#### Excerpted records:
-- Opening Marker --

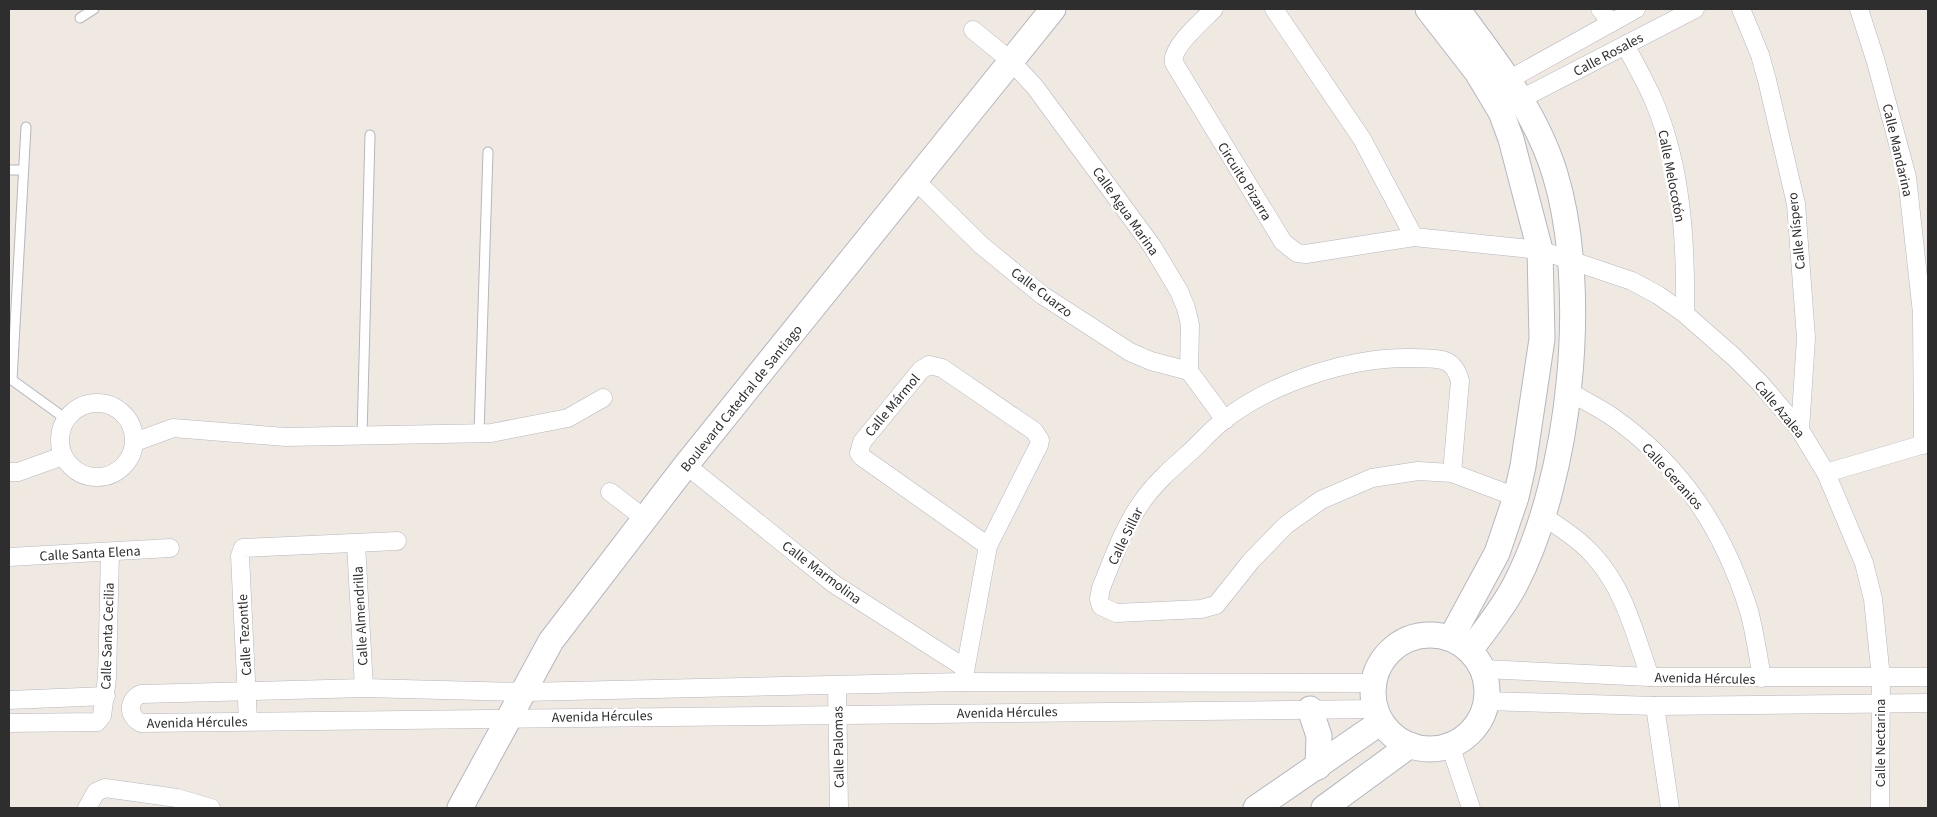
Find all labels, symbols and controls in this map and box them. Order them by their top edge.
street label: Calle Rosales [1570,28,1647,82]
street label: Calle Mandarina [1877,102,1917,199]
street label: Calle Melocotón [1652,128,1690,224]
street label: Circuito Pizarra [1212,138,1276,225]
street label: Calle Agua Marina [1087,163,1163,260]
street label: Calle Níspero [1783,191,1811,270]
street label: Calle Cuarzo [1006,263,1076,323]
street label: Boulevard Catedral de Santiago [676,321,807,476]
street label: Calle Mármol [860,369,925,441]
street label: Calle Azalea [1749,377,1809,443]
street label: Calle Geranios [1637,439,1708,515]
street label: Calle Sillar [1103,504,1149,569]
street label: Calle Marmolina [777,536,865,609]
street label: Calle Santa Elena [39,541,141,567]
street label: Calle Almendrilla [348,566,374,666]
street label: Calle Santa Cecilia [96,582,120,690]
street label: Calle Tezontle [233,594,257,676]
street label: Avenida Hércules [1654,668,1756,690]
street label: Calle Nectarina [1871,699,1891,787]
street label: Avenida Hércules [956,702,1058,724]
street label: Avenida Hércules [551,706,653,728]
street label: Calle Palomas [828,706,850,788]
street label: Avenida Hércules [146,712,248,734]

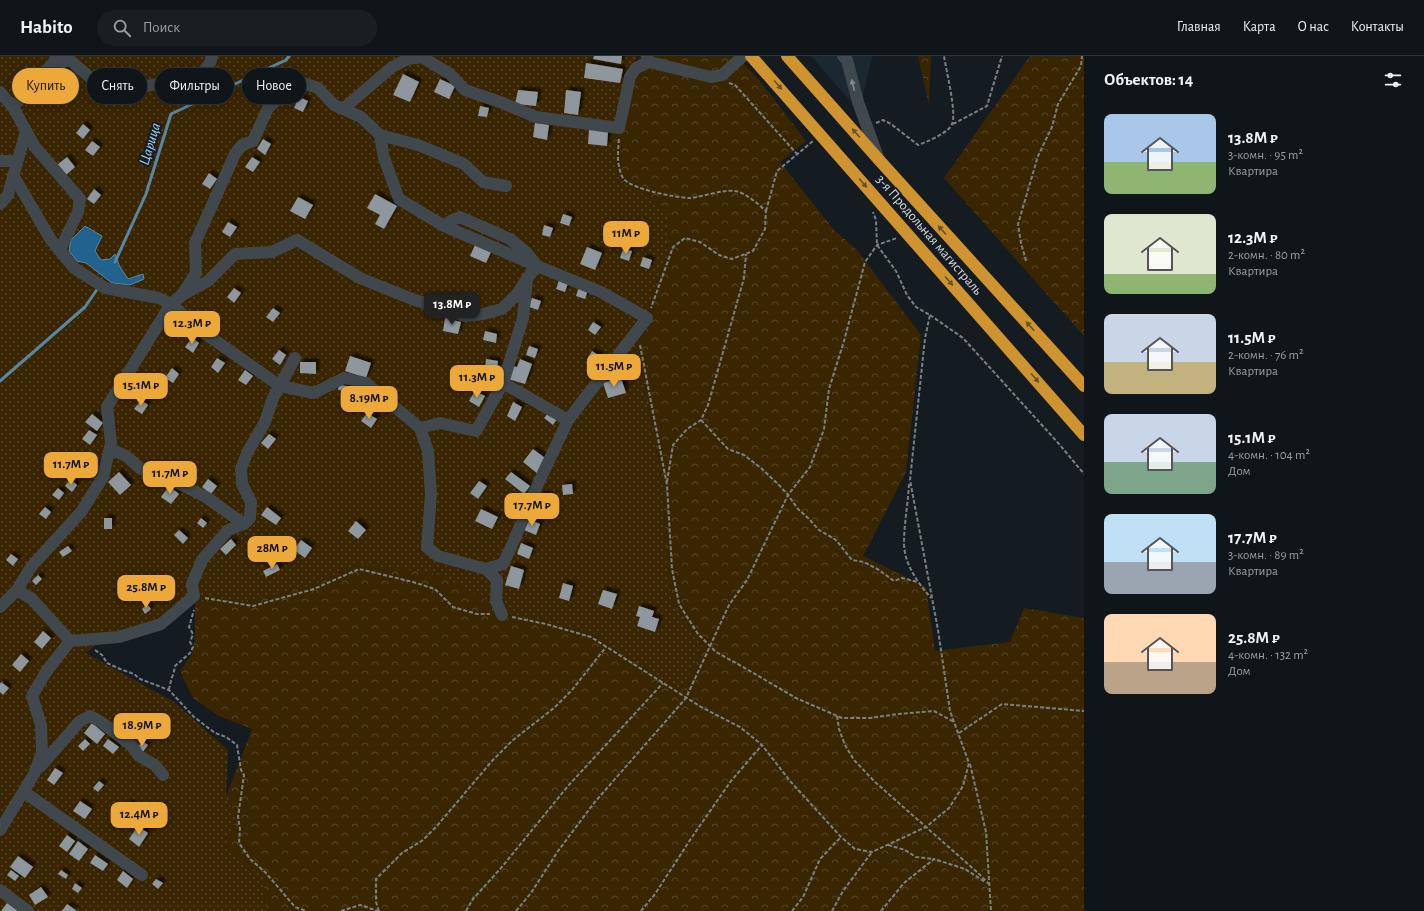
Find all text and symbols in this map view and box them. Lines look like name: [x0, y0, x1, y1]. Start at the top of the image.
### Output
search box: [97, 10, 377, 46]
icon: search: [111, 17, 133, 39]
text: Habito: [20, 18, 73, 37]
text: Поиск: [143, 20, 180, 35]
text: Главная: [1177, 20, 1221, 34]
text: Карта: [1243, 20, 1276, 34]
text: О нас: [1298, 20, 1329, 34]
text: Контакты: [1351, 20, 1404, 34]
chip: Купить: [12, 68, 79, 104]
chip: Снять: [87, 68, 147, 104]
chip: Фильтры: [155, 68, 234, 104]
chip: Новое: [242, 68, 306, 104]
icon: filters: [1382, 69, 1404, 91]
text: Объектов: 14: [1104, 71, 1193, 88]
one-way arrow: [850, 79, 856, 91]
one-way arrow: [773, 80, 782, 90]
water label: Царица: [137, 121, 163, 167]
one-way arrow: [851, 128, 860, 138]
text: 13.8M ₽: [1228, 129, 1278, 146]
icon: home: [1136, 130, 1184, 178]
text: 3-комн. · 95 m²: [1228, 149, 1303, 162]
text: Квартира: [1228, 165, 1278, 178]
street label: 3-я Продольная магистраль: [873, 172, 985, 298]
one-way arrow: [859, 178, 868, 188]
pin: 11M ₽: [598, 221, 654, 255]
one-way arrow: [938, 225, 947, 235]
text: 11M ₽: [612, 227, 640, 240]
text: 12.3M ₽: [1228, 229, 1277, 246]
icon: home: [1136, 230, 1184, 278]
text: 2-комн. · 80 m²: [1228, 249, 1305, 262]
text: Квартира: [1228, 265, 1278, 278]
one-way arrow: [944, 275, 953, 286]
pin: 13.8M ₽: [415, 292, 489, 326]
text: 13.8M ₽: [433, 298, 471, 311]
pin: 12.3M ₽: [155, 311, 229, 345]
text: 12.3M ₽: [173, 317, 211, 330]
one-way arrow: [1025, 321, 1034, 331]
text: 11.5M ₽: [1228, 329, 1276, 346]
icon: home: [1136, 330, 1184, 378]
text: 2-комн. · 76 m²: [1228, 349, 1304, 362]
pin: 11.5M ₽: [577, 354, 651, 388]
text: 11.5M ₽: [596, 360, 632, 373]
pin: 11.3M ₽: [440, 365, 514, 399]
text: Квартира: [1228, 365, 1278, 378]
text: 11.3M ₽: [459, 371, 495, 384]
pin: 15.1M ₽: [104, 373, 178, 407]
one-way arrow: [1030, 373, 1039, 383]
text: 15.1M ₽: [123, 379, 159, 392]
pin: 8.19M ₽: [332, 386, 406, 420]
text: 8.19M ₽: [350, 392, 388, 405]
text: 15.1M ₽: [1228, 429, 1276, 446]
icon: home: [1136, 430, 1184, 478]
text: 4-комн. · 104 m²: [1228, 449, 1310, 462]
pin: 11.7M ₽: [34, 452, 108, 486]
text: 11.7M ₽: [53, 458, 89, 471]
pin: 11.7M ₽: [133, 461, 207, 495]
text: Дом: [1228, 465, 1251, 478]
text: 11.7M ₽: [152, 467, 188, 480]
pin: 17.7M ₽: [495, 493, 569, 527]
text: 17.7M ₽: [513, 499, 551, 512]
text: 17.7M ₽: [1228, 529, 1277, 546]
icon: home: [1136, 530, 1184, 578]
pin: 28M ₽: [244, 536, 300, 570]
text: 28M ₽: [257, 542, 287, 555]
text: 3-комн. · 89 m²: [1228, 549, 1304, 562]
text: Квартира: [1228, 565, 1278, 578]
pin: 25.8M ₽: [109, 575, 183, 609]
text: 25.8M ₽: [126, 581, 166, 594]
text: 25.8M ₽: [1228, 629, 1280, 646]
icon: home: [1136, 630, 1184, 678]
text: 4-комн. · 132 m²: [1228, 649, 1308, 662]
text: Дом: [1228, 665, 1251, 678]
pin: 18.9M ₽: [105, 713, 179, 747]
text: 18.9M ₽: [123, 719, 161, 732]
pin: 12.4M ₽: [102, 802, 176, 836]
text: 12.4M ₽: [120, 808, 158, 821]

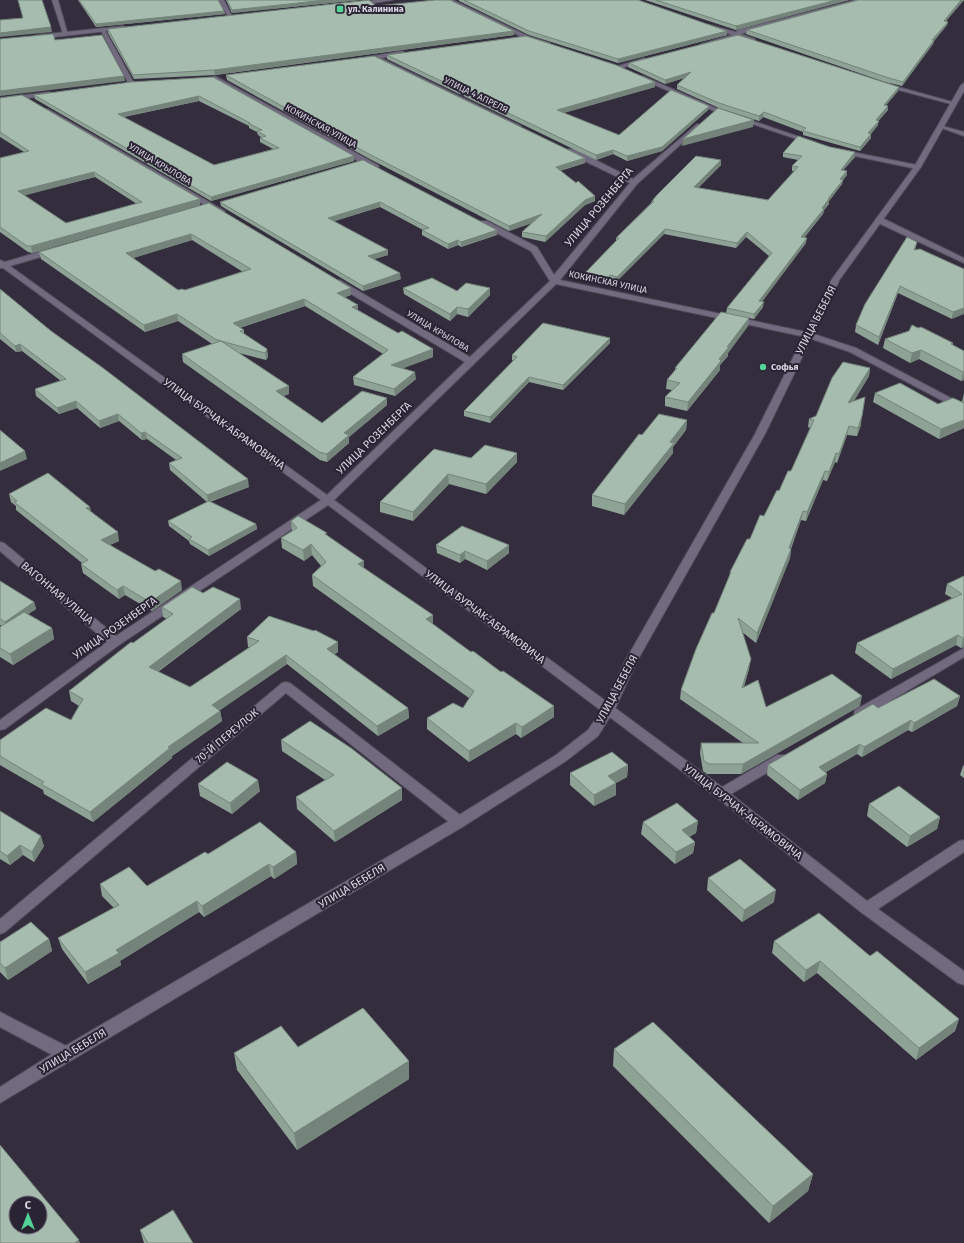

-- Closing Marker --

#### What needs to be done:
Pictures stay out. Repeat only the lines from the beginning of the data through the line that has "Find all text".

#### Response to the exercise:
Find all labels, symbols and controls in this map and box them. Order them by their top edge.
street label: Calle Rosales [1570,28,1647,82]
street label: Calle Mandarina [1877,102,1917,199]
street label: Calle Melocotón [1652,128,1690,224]
street label: Circuito Pizarra [1212,138,1276,225]
street label: Calle Agua Marina [1087,163,1163,260]
street label: Calle Níspero [1783,191,1811,270]
street label: Calle Cuarzo [1006,263,1076,323]
street label: Boulevard Catedral de Santiago [676,321,807,476]
street label: Calle Mármol [860,369,925,441]
street label: Calle Azalea [1749,377,1809,443]
street label: Calle Geranios [1637,439,1708,515]
street label: Calle Sillar [1103,504,1149,569]
street label: Calle Marmolina [777,536,865,609]
street label: Calle Santa Elena [39,541,141,567]
street label: Calle Almendrilla [348,566,374,666]
street label: Calle Santa Cecilia [96,582,120,690]
street label: Calle Tezontle [233,594,257,676]
street label: Avenida Hércules [1654,668,1756,690]
street label: Calle Nectarina [1871,699,1891,787]
street label: Avenida Hércules [956,702,1058,724]
street label: Avenida Hércules [551,706,653,728]
street label: Calle Palomas [828,706,850,788]
street label: Avenida Hércules [146,712,248,734]

Find all text and symbols in this map view and box them. Lines look like name: [x0, y0, x1, y1]. Start at the top of the image.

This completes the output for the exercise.